O Brasil, uma das maiores potências do agronegócio mundial, está vulnerável a um risco muitas vezes ignorado: a forte dependência de fertilizantes importados. A preocupação foi levantada pelo senador Zequinha Marinho, que alertou que "se o mundo quiser parar o Brasil, é só segurar a importação do NPK" — referência aos três principais nutrientes usados na agricultura: nitrogênio, fósforo e potássio.
Apesar de contar com grandes reservas minerais, o país importa cerca de 85% dos fertilizantes utilizados no campo. No caso do potássio, a dependência chega a 95%, deixando o setor agrícola altamente exposto a crises geopolíticas, sanções internacionais e problemas logísticos.
Essa fragilidade coloca em risco a base da economia nacional. O agronegócio representa quase um terço do Produto Interno Bruto e é responsável por garantir o superávit da balança comercial brasileira. Sem os fertilizantes, a produção de alimentos como soja, milho, trigo e café despenca, comprometendo o abastecimento interno e a competitividade no mercado global.
Reservas inexploradas e entraves legais
Mesmo tendo minas de potássio na região amazônica capazes de suprir até um terço da demanda nacional, a exploração desses recursos é travada por questões regulatórias e ambientais — especialmente pela proibição de atividade mineral em terras indígenas. O senador questiona essa política:
“Compramos potássio de comunidades indígenas no Canadá, mas não podemos permitir que nossos próprios indígenas façam o mesmo aqui. Isso precisa ser revisto.”

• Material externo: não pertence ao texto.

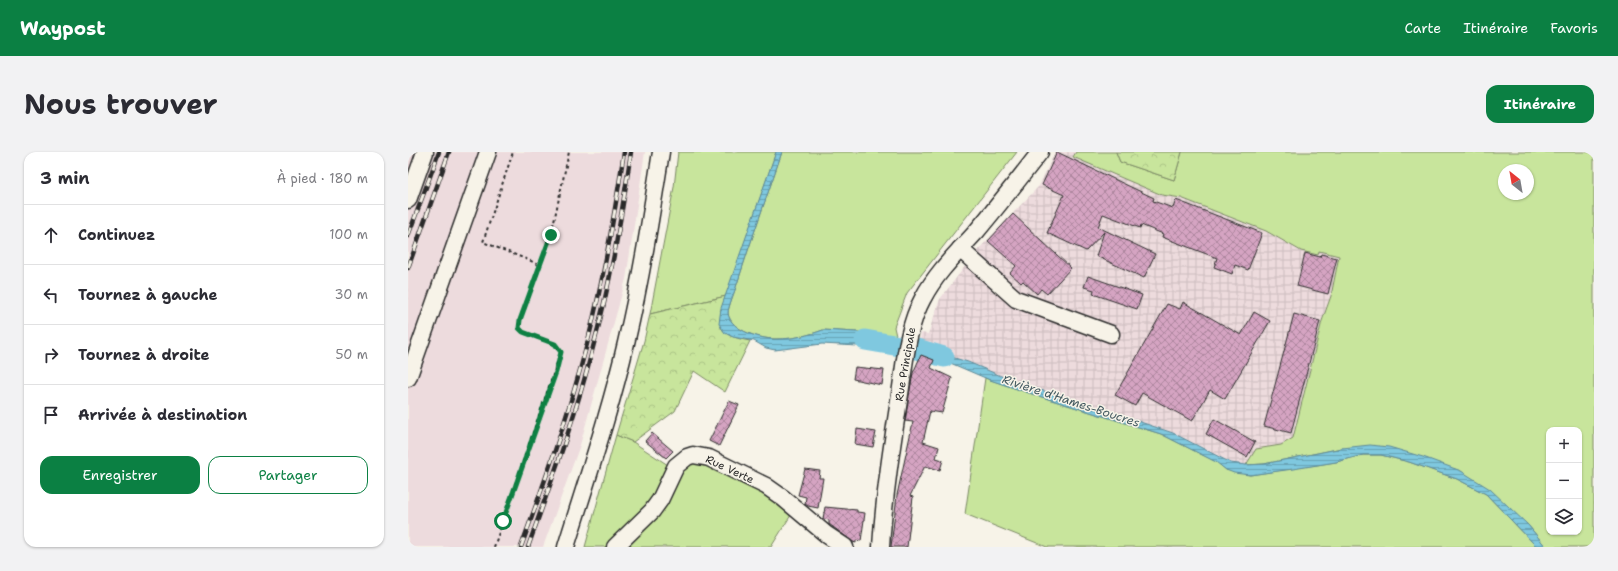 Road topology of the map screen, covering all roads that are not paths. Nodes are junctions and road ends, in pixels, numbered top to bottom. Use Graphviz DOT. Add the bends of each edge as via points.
graph roads {
  1 [pos="426,152"];
  2 [pos="488,152"];
  3 [pos="661,152"];
  4 [pos="1040,152"];
  5 [pos="408,200"];
  6 [pos="960,249"];
  7 [pos="1111,334"];
  8 [pos="408,378"];
  9 [pos="566,547"];
  10 [pos="615,547"];
  11 [pos="845,547"];
  12 [pos="880,547"];
  1 -- 5 [label="street"];
  2 -- 8 [label="street"];
  3 -- 9 [label="street" via="641,276 626,344"];
  4 -- 6 [label="street, Rue Principale"];
  6 -- 7 [label="street" via="1016,299"];
  6 -- 12 [label="street, Rue Principale" via="923,296 910,331"];
  10 -- 11 [label="street, Rue Verte" via="656,506 672,472 681,461 693,455 709,458 766,486"];
} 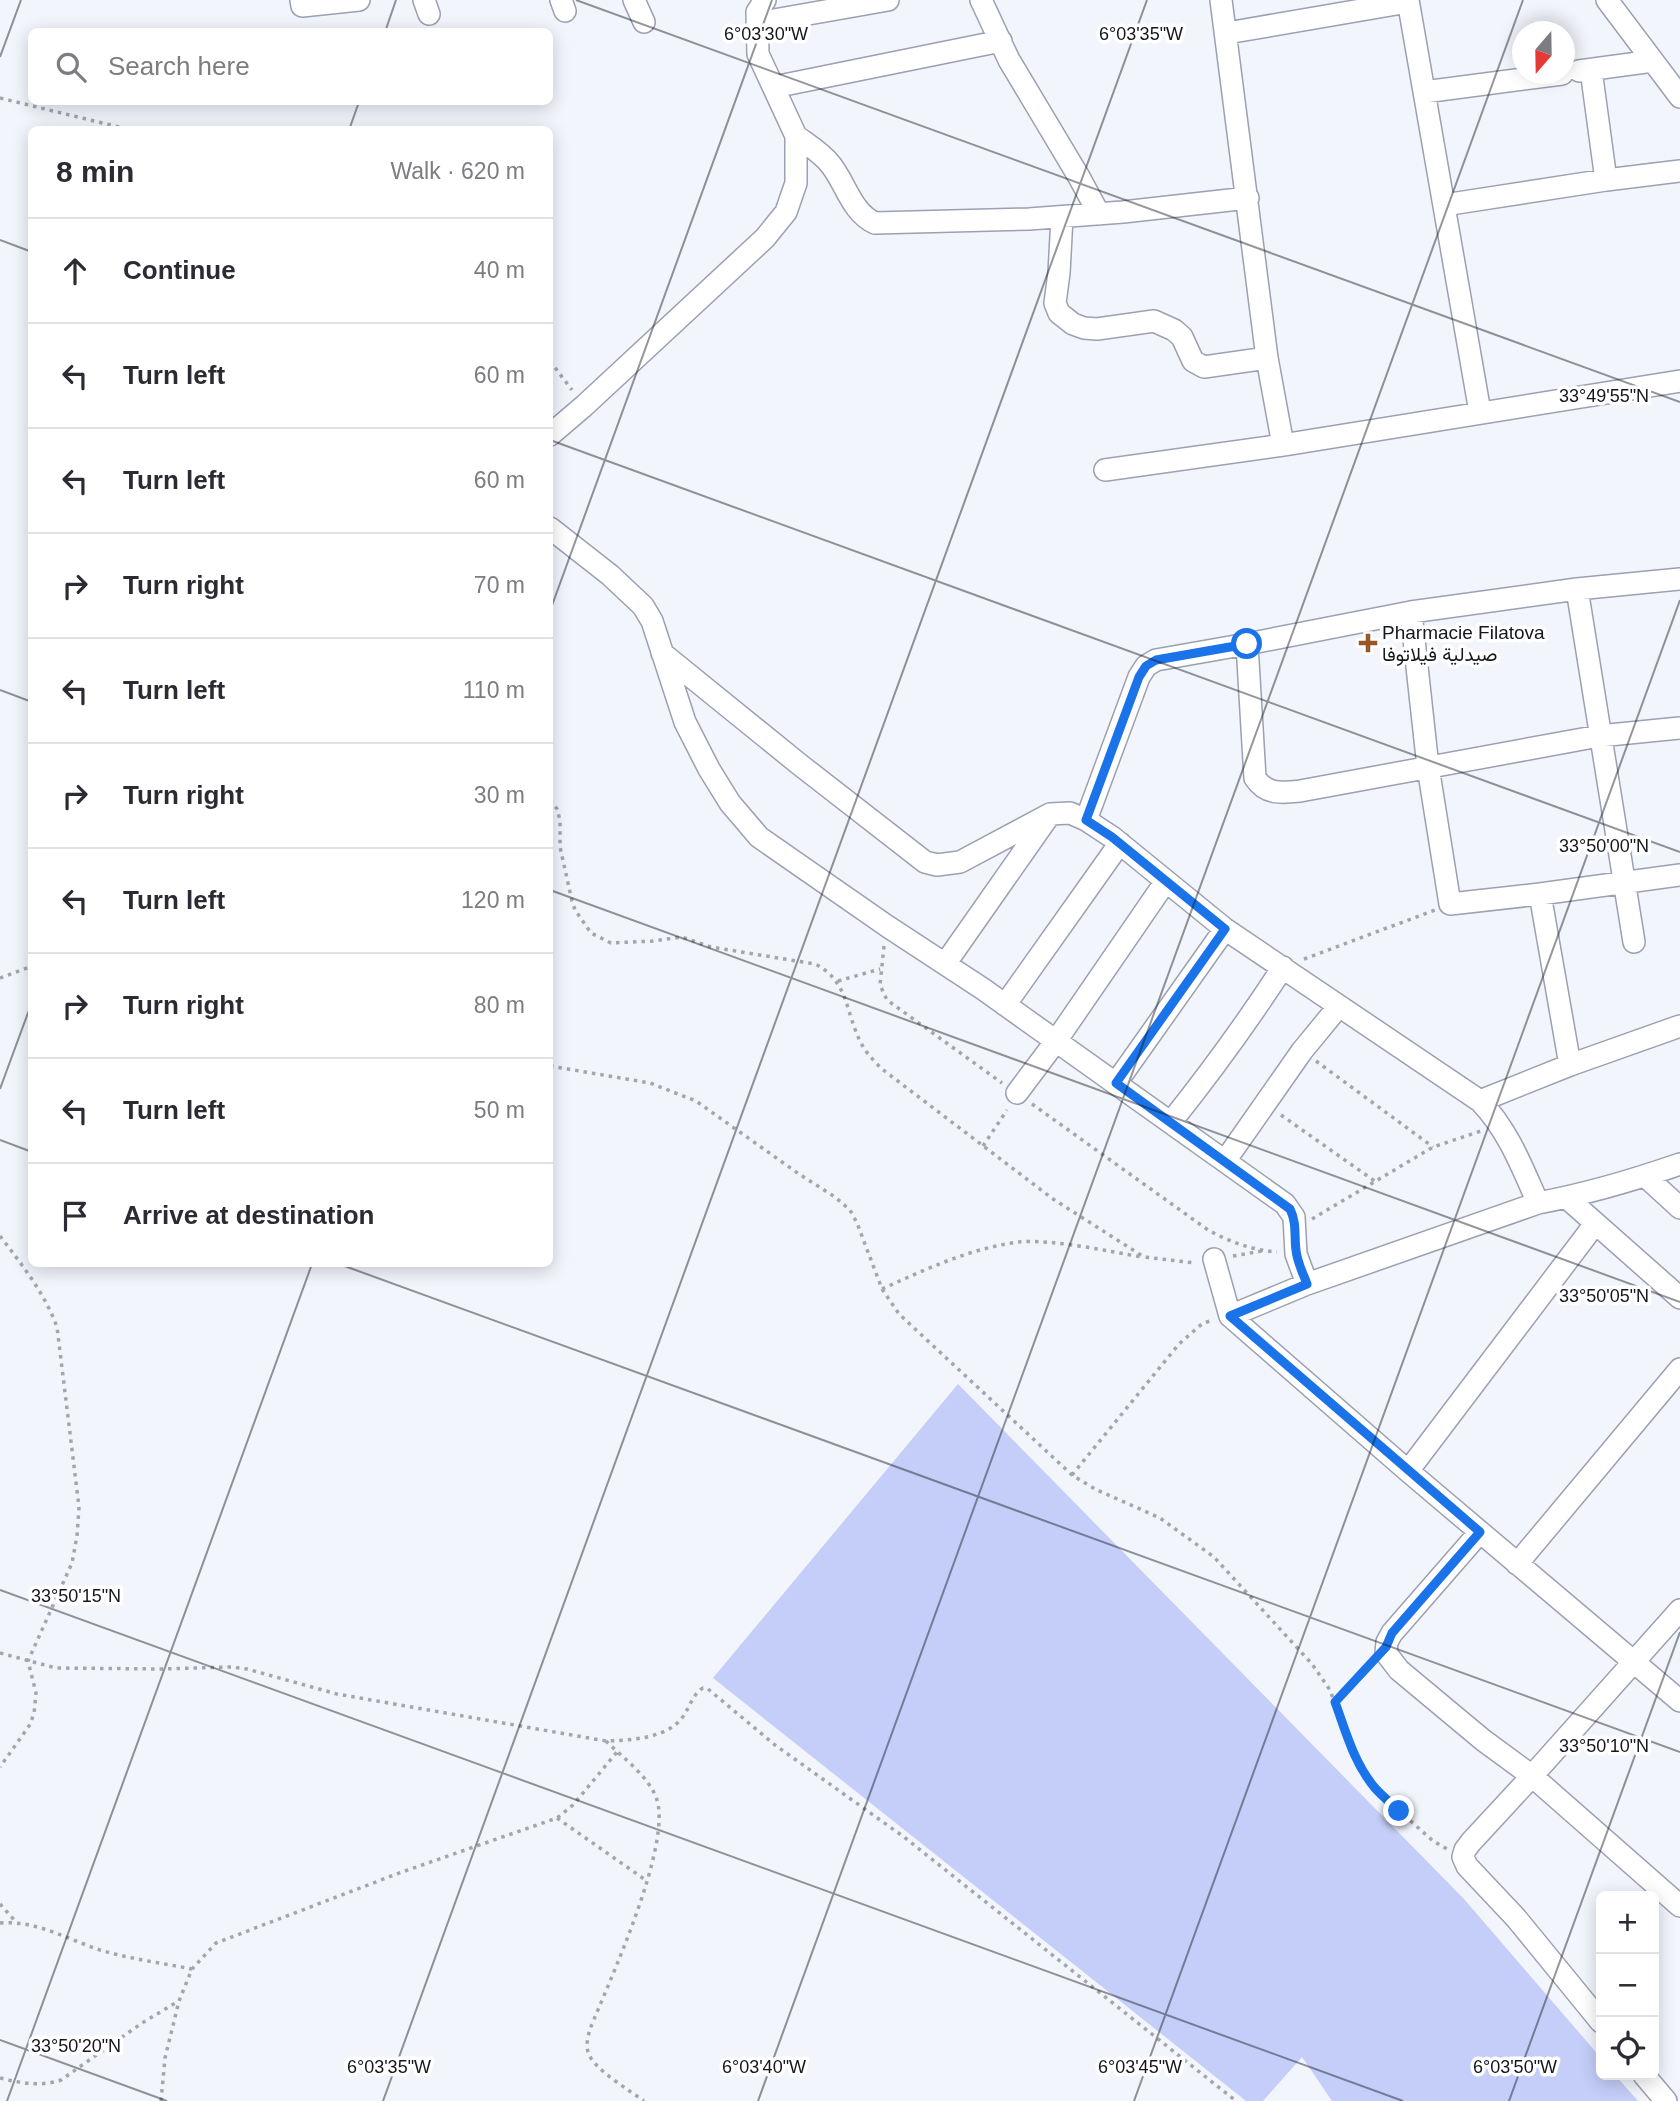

Fertilizantes como questão estratégica
O uso intensivo de fertilizantes é indispensável para a produtividade agrícola em solos tropicais como os do Brasil. A interrupção no fornecimento desses insumos não só reduziria drasticamente a produção, como impactaria diretamente na inflação, no abastecimento de alimentos e na balança comercial.
Especialistas apontam que a dependência do NPK não é apenas um problema técnico, mas uma ameaça à soberania nacional. Soluções incluem a diversificação de fornecedores, incentivo à produção interna, pesquisa em fertilizantes alternativos e exploração responsável das reservas nacionais.
Quadro da dependência brasileira de fertilizantes
| Nutriente | Dependência de importação | Principais fornecedores | Situação no Brasil |
|---|---|---|---|
| Nitrogênio (N) | 80% | EUA, Oriente Médio | Produção interna limitada |
| Fósforo (P) | 55% | Marrocos, Tunísia | Reservas parcialmente exploradas |
| Potássio (K) | 95% | Rússia, Belarus, Canadá | Reservas em áreas com restrição legal |
O futuro em disputa
A discussão sobre fertilizantes ganhou tom estratégico. Sem garantir autonomia sobre esses insumos, o Brasil corre o risco de ver seu maior trunfo econômico — o agronegócio — ameaçado por pressões externas. O desafio agora é decidir se o país continuará dependente ou buscará caminhos para a autossuficiência e segurança produtiva.